Powershell Access Azure DevOps Secret Variables

Question

I am attempting to read an Azure DevOps secret variable from a Powershell pipeline script. The variable looks like this within Azure:

I've attempted to access the secret variable both as a param such as

[CmdletBinding()]
Param (
    $SecurePassword = $env:Password
)

and simply as an environment variable such as

$SecurePassword = $env:Password

Unfortunately the variable continues to appear null using either method.

I have no issue accessing non-secret variables. Any help would be greatly appreciated.

---------------------------------------- EDIT ----------------------------------------

I found documentation here stating that secrets are available to scripts within the pipeline if explicitly mapped in the environment section of the task.

I've updated my Powershell task and attempted to map the variable as both $(Password) and Password without any luck.

Mapping $(Password) as above reveals the string hidden behind asterisks.

Answer 1

We had a requirement to create a new project in Azure DevOps and needed to migrate all of the pipelines to the new project. Lo and behold, no one knew all of the secrets, and export / import doesn't accomplish this.

I wrote a script to output all environment variables into an "Extensions" tab next to the build summary. It's formatted and everything.

The key to outputting the secret is by altering the string by inserting the '<-eliminate->' phrase within the secret value and saving to a file. Once the file is created, we then remove all instances of the string '<-eliminate->', save the file, and there it sits as an extension page to the build summary.

I would like to somehow find All secrets dynamically, but for now manually defining the variable name does the trick.

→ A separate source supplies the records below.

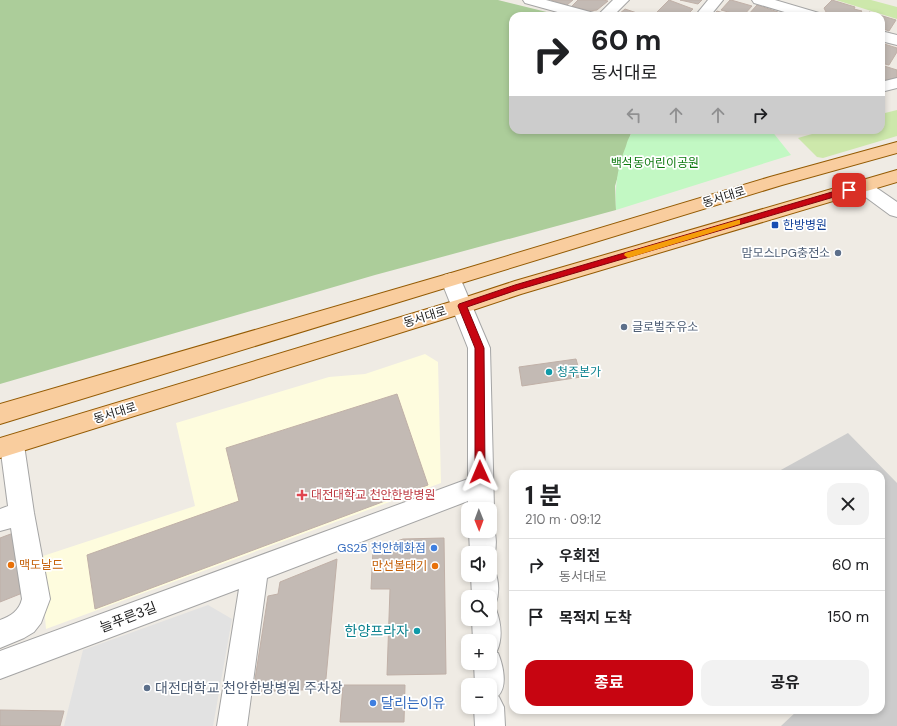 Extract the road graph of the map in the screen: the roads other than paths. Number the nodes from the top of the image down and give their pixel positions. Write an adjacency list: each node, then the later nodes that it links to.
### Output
1 (530, 0): 6 (street)
2 (622, 0): 7 (street)
3 (716, 0): 8 (street)
4 (759, 0): 5 (street)
5 (797, 9)
6 (574, 12)
7 (608, 12)
8 (706, 12)
9 (885, 37): 10 (street)
10 (897, 40)
11 (897, 83): 12 (street)
12 (885, 86)
13 (897, 147): 17 (main road, 동서대로)
14 (897, 176): 15 (main road, 동서대로)
15 (862, 186): 16 (street); 18 (main road, 동서대로)
16 (897, 211)
17 (451, 280): 18 (street); 19 (main road, 동서대로)
18 (462, 306): 20 (main road, 동서대로); 21 (street)
19 (0, 414)
20 (6, 446): 22 (street)
21 (481, 497): 23 (street, 늘푸른3길)
22 (10, 516): 24 (street)
23 (255, 569): 25 (street, 늘푸른3길); 27 (street)
24 (0, 634)
25 (0, 665)
26 (489, 714): 28 (street)
27 (232, 726)
28 (490, 726) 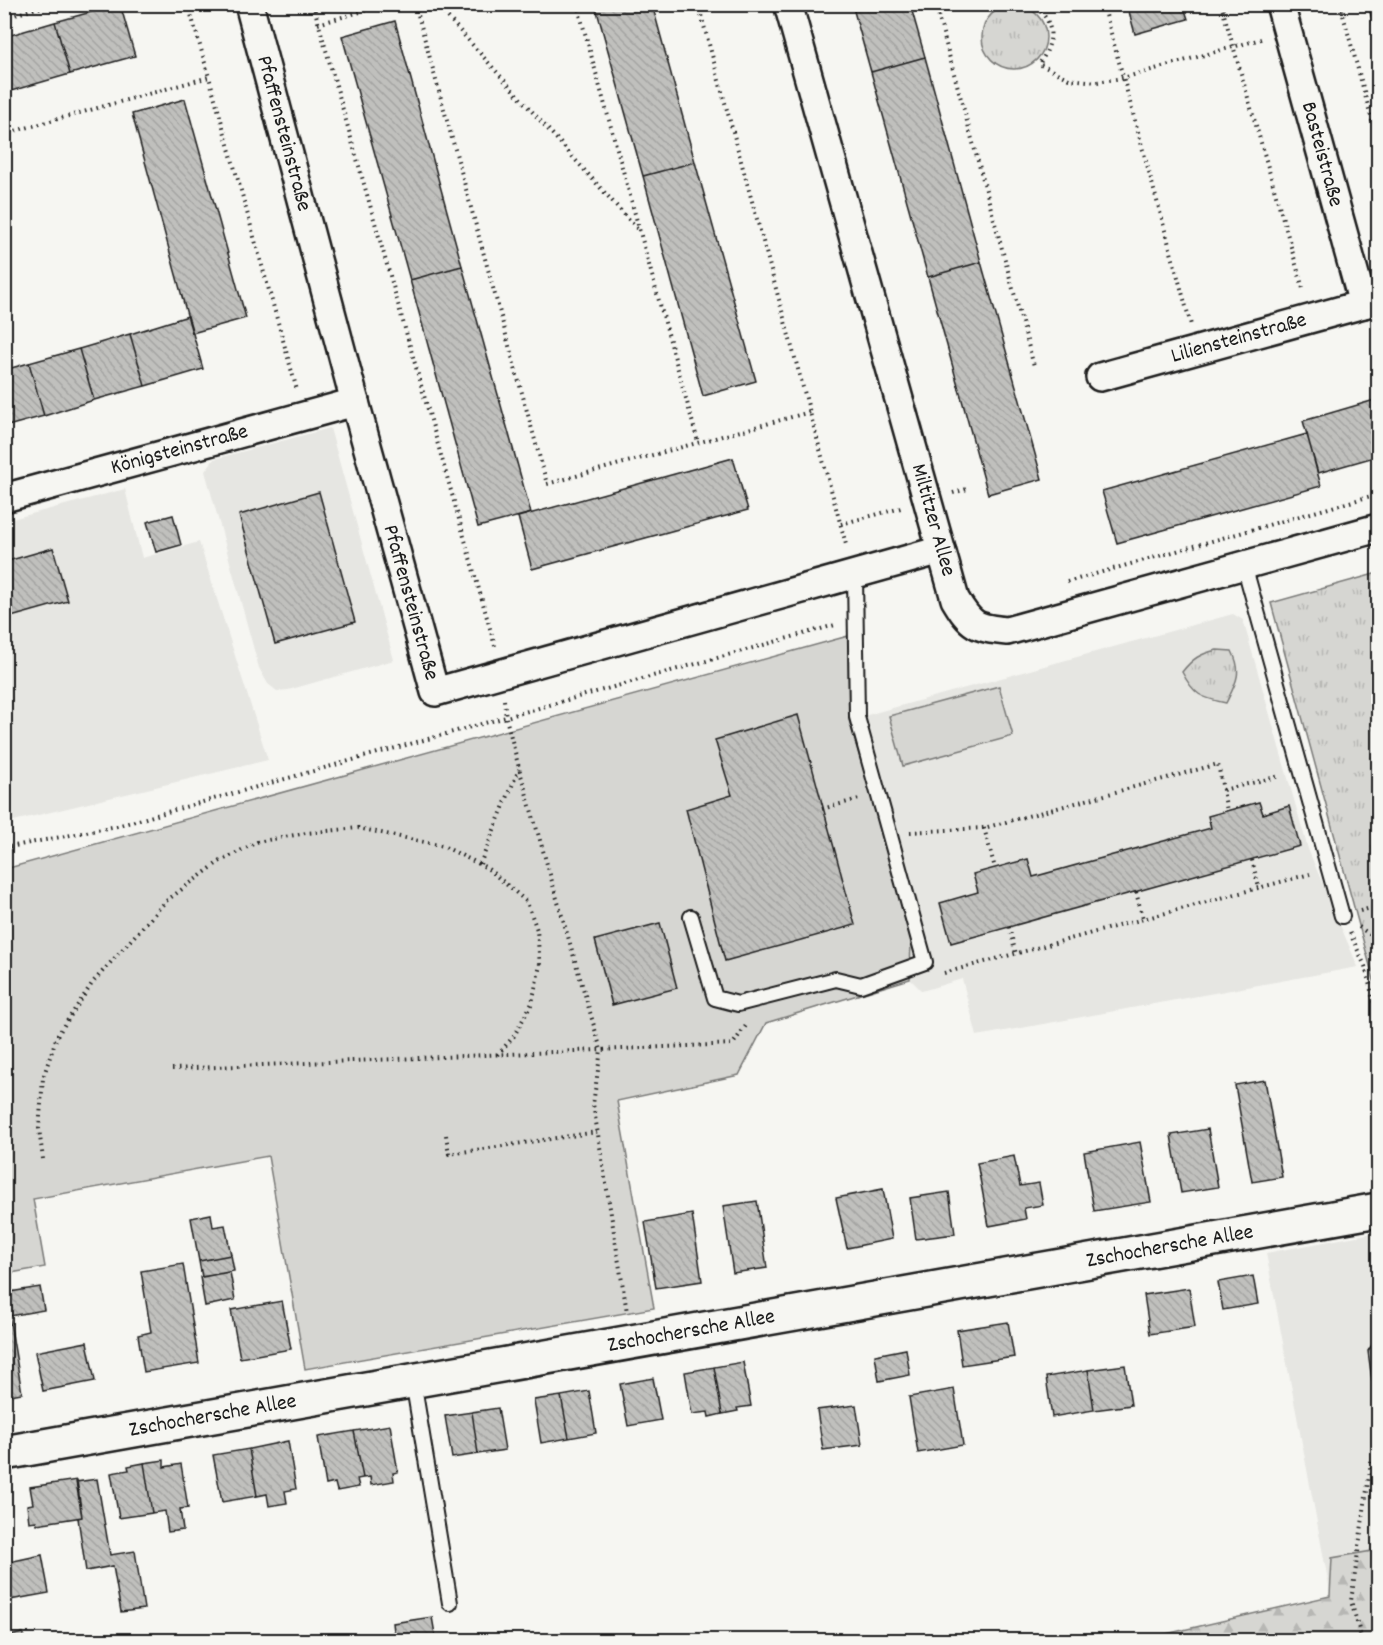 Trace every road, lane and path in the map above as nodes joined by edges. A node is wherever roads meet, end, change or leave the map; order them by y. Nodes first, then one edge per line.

I re-formatted for this post and removed proprietary info, please let me know if it's broken :)

function GetSecretLength ($secretVar){
     $i = 0;
     while($true){
          try { 
               $secretVar.substring(0,$i)|out-null 
          } catch { 
               break
          };
          $i++; 
     }
     if ($i -le 1) { return 1 }
     else { return $i-1 };
} 
function GetSecret($secret){
     $length = GetSecretLength($secret);
     if ($length -ge 2) {
        return $secret.substring(0,$length-1 )+"<-eliminate->"+$secret.substring($length-1,1)
    } elseif ($length -eq 1) {
        return $secret+"<-eliminate->"
    } else {
        return ""
    }
} 

$var = (gci env:*).GetEnumerator() | Sort-Object Name
$out = ""

Foreach ($v in $var) { $out = $out + "`t{0,-28} = {1,-28}`n" -f $v.Name, (GetSecret($v.Value)) }

$fileName = "$env:BUILD_ARTIFACTSTAGINGDIRECTORY\build-variables.md"
write-output "dump variables on $fileName"
set-content $fileName $out

write-output "##vso[task.addattachment type=Distributedtask.Core.Summary;name=Environment Variables;]$fileName"

((Get-Content -path $fileName -Raw) -replace '<-eliminate->', '') | Set-Content -Path $fileName

You have to add the secret variables that you want into the "Environment Variables" of the Powershell task:

You end up with this pretty tab:

Answer 2

Why not just store the password in a keyvault as a secret? then there are azure commands for accessing the secret, and avoid all this. Heck, we generate random passwords, store them in keyvaults, then access the contents in the appropriate resource, without ever needing to expose the decrypted secret in a powershell command, like in an ARM template for an azure sql server database.

I know this doesn't solve your initial question, but it is a workaround that does work.